Extraits La Soeur maudite de Castel Dark

L’extrait d’un roman permet au lecteur de découvrir la plume d’un auteur.

Publier un extrait est un choix délicat puisque ce dernier peut aussi bien l’aimer que la détester.

Voici quelques extraits du roman La Sœur maudite de Castel Dark. Qu’en pensez-vous ? Ces extraits vous donnent-ils envie de découvrir le roman ?

Attention, publier des extraits est également un risque de vous spoiler l’histoire ou une partie de l’intrigue.

Extrait numéro 1 :

— Si tu n’étais pas la fille de Will, je te ferais l’amour à en perdre la raison.

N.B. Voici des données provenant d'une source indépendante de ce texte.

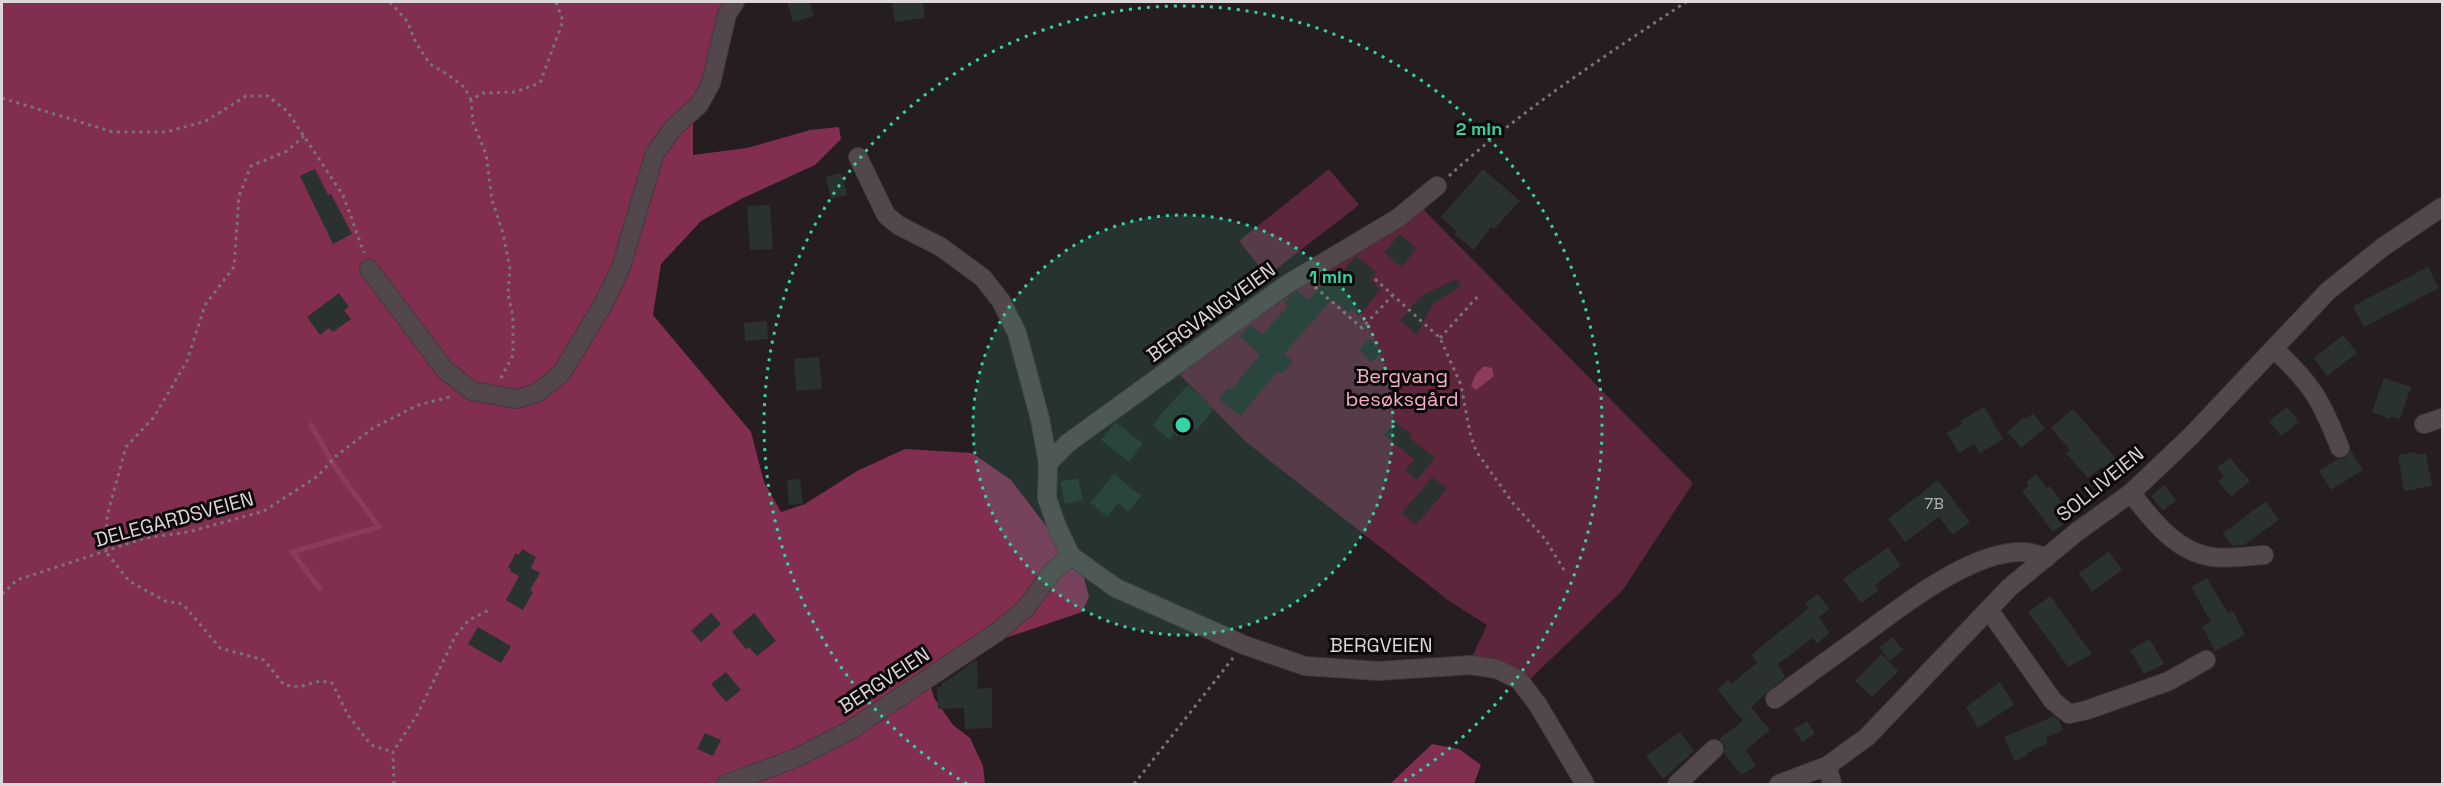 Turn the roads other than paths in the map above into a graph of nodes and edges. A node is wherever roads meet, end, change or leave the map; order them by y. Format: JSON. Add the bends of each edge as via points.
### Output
{"nodes":[{"id":1,"x":735,"y":2,"type":"edge"},
{"id":2,"x":858,"y":157,"type":"dead end"},
{"id":3,"x":1437,"y":186,"type":"road end"},
{"id":4,"x":2442,"y":207,"type":"edge"},
{"id":5,"x":369,"y":269,"type":"road end"},
{"id":6,"x":2274,"y":349,"type":"junction"},
{"id":7,"x":2442,"y":418,"type":"edge"},
{"id":8,"x":2424,"y":424,"type":"dead end"},
{"id":9,"x":2340,"y":448,"type":"dead end"},
{"id":10,"x":1048,"y":463,"type":"junction"},
{"id":11,"x":2131,"y":493,"type":"junction"},
{"id":12,"x":2264,"y":555,"type":"dead end"},
{"id":13,"x":1071,"y":556,"type":"junction"},
{"id":14,"x":2046,"y":558,"type":"junction"},
{"id":15,"x":1989,"y":610,"type":"junction"},
{"id":16,"x":2206,"y":660,"type":"dead end"},
{"id":17,"x":1774,"y":699,"type":"dead end"},
{"id":18,"x":1714,"y":749,"type":"dead end"},
{"id":19,"x":1827,"y":766,"type":"junction"},
{"id":20,"x":726,"y":784,"type":"edge"},
{"id":21,"x":1585,"y":784,"type":"edge"},
{"id":22,"x":1677,"y":784,"type":"edge"},
{"id":23,"x":1779,"y":784,"type":"edge"},
{"id":24,"x":1832,"y":784,"type":"edge"}],
"edges":[{"from":1,"to":5,"type":"street","via":[[727,14],[711,83],[699,105],[674,127],[655,153],[621,267],[604,303],[561,374],[537,393],[516,399],[471,391],[445,370]]},
{"from":2,"to":10,"type":"street","name":"BERGVEIEN","via":[[886,215],[941,247],[983,278],[1001,301],[1020,344]]},
{"from":3,"to":10,"type":"street","name":"BERGVANGVEIEN","via":[[1398,218],[1303,275],[1068,442]]},
{"from":4,"to":6,"type":"street","name":"SOLLIVEIEN","via":[[2328,291]]},
{"from":6,"to":9,"type":"street","via":[[2313,388]]},
{"from":6,"to":11,"type":"street","name":"SOLLIVEIEN"},
{"from":7,"to":8,"type":"street"},
{"from":10,"to":13,"type":"street","name":"BERGVEIEN","via":[[1047,498]]},
{"from":11,"to":12,"type":"street","via":[[2154,523],[2184,547],[2214,557]]},
{"from":11,"to":14,"type":"street","name":"SOLLIVEIEN"},
{"from":13,"to":20,"type":"street","name":"BERGVEIEN","via":[[1052,572],[1026,608],[996,633],[859,725],[796,758]]},
{"from":13,"to":21,"type":"street","name":"BERGVEIEN","via":[[1116,588],[1244,645],[1305,666],[1378,671],[1471,665],[1497,669],[1519,680]]},
{"from":14,"to":15,"type":"street","name":"SOLLIVEIEN"},
{"from":14,"to":17,"type":"street","via":[[2026,551],[2012,553],[1935,582]]},
{"from":15,"to":16,"type":"street","via":[[2053,701],[2069,714],[2169,681]]},
{"from":15,"to":19,"type":"street","name":"SOLLIVEIEN","via":[[1875,729]]},
{"from":18,"to":22,"type":"street"},
{"from":19,"to":23,"type":"street","name":"SOLLIVEIEN"},
{"from":19,"to":24,"type":"street"}]} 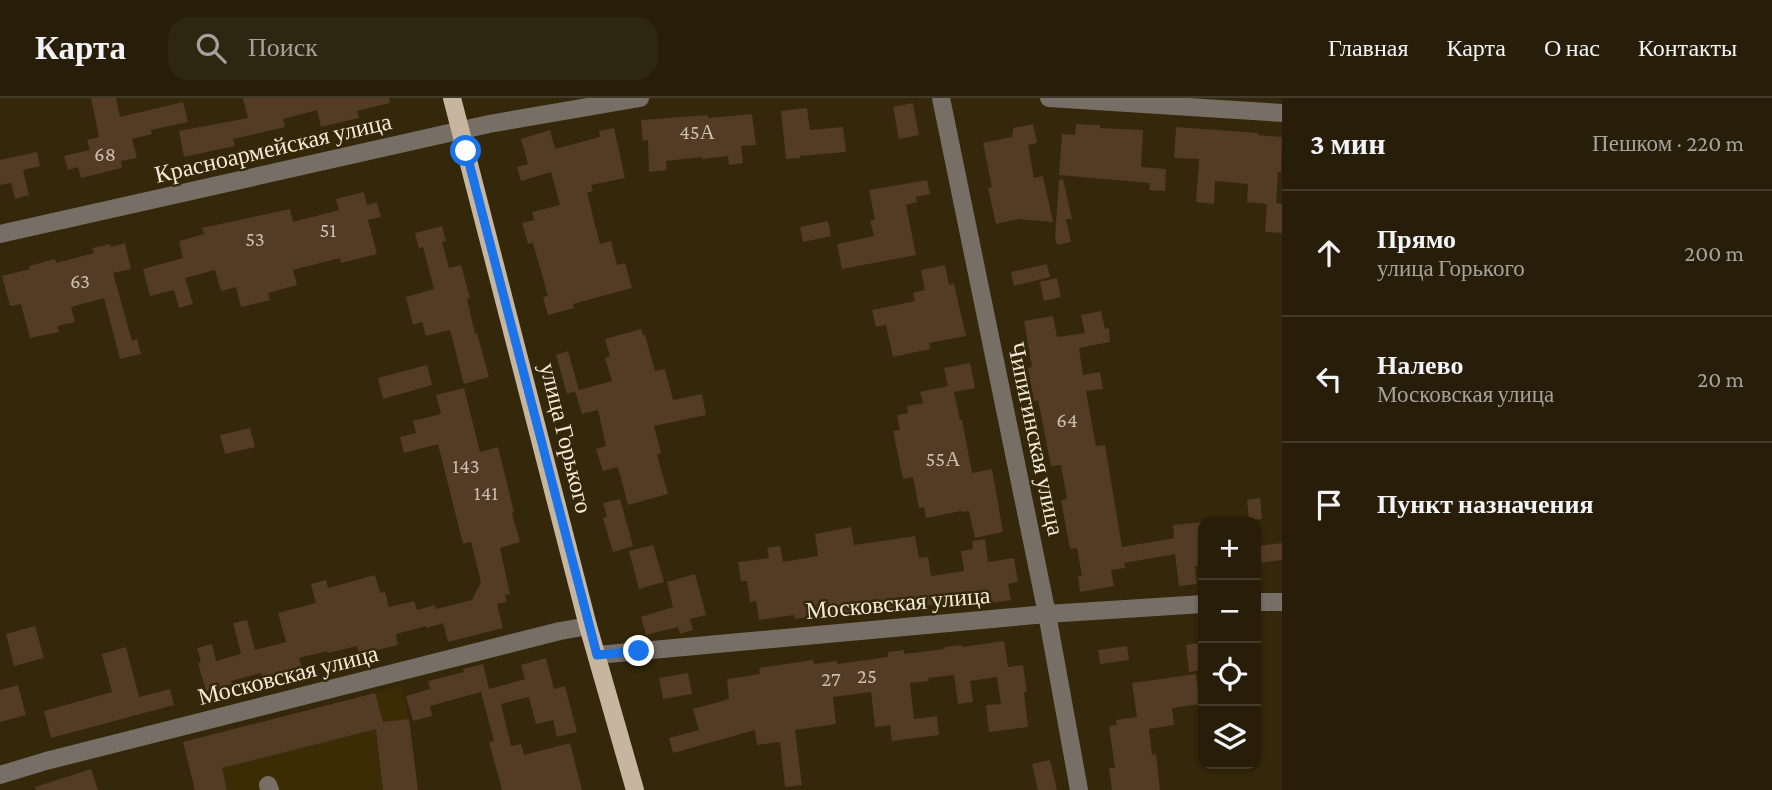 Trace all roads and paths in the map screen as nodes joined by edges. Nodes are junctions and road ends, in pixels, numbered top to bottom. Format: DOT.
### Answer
graph roads {
  1 [pos="453,98"];
  2 [pos="640,98"];
  3 [pos="940,98"];
  4 [pos="1049,98"];
  5 [pos="1282,113"];
  6 [pos="461,131"];
  7 [pos="0,234"];
  8 [pos="1282,602"];
  9 [pos="1261,603"];
  10 [pos="1198,604"];
  11 [pos="1047,614"];
  12 [pos="588,626"];
  13 [pos="597,655"];
  14 [pos="0,775"];
  15 [pos="635,790"];
  16 [pos="1079,790"];
  1 -- 6 [label="main road, улица Горького"];
  2 -- 6 [label="street, Красноармейская улица"];
  3 -- 11 [label="street, Чипигинская улица"];
  4 -- 5 [label="street"];
  6 -- 7 [label="street, Красноармейская улица"];
  6 -- 12 [label="main road, улица Горького"];
  8 -- 9 [label="street"];
  10 -- 11 [label="street, Московская улица"];
  11 -- 13 [label="street, Московская улица"];
  11 -- 16 [label="street, Чипигинская улица"];
  12 -- 13 [label="main road, улица Горького"];
  12 -- 14 [label="street, Московская улица"];
  13 -- 15 [label="main road, улица Горького"];
}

— « Si… » comment un si petit mot peut-il contenir autant d’excuses, de regrets et de peur ?

Extrait numéro 2 :

Il se pencha vers elle pour déposer un baiser sur ses lèvres. Le courroux marqua le visage des deux matrones qui condamnaient, comme tous les religieux, les effusions publiques. Cet homme était sans aucun doute un émissaire du diable.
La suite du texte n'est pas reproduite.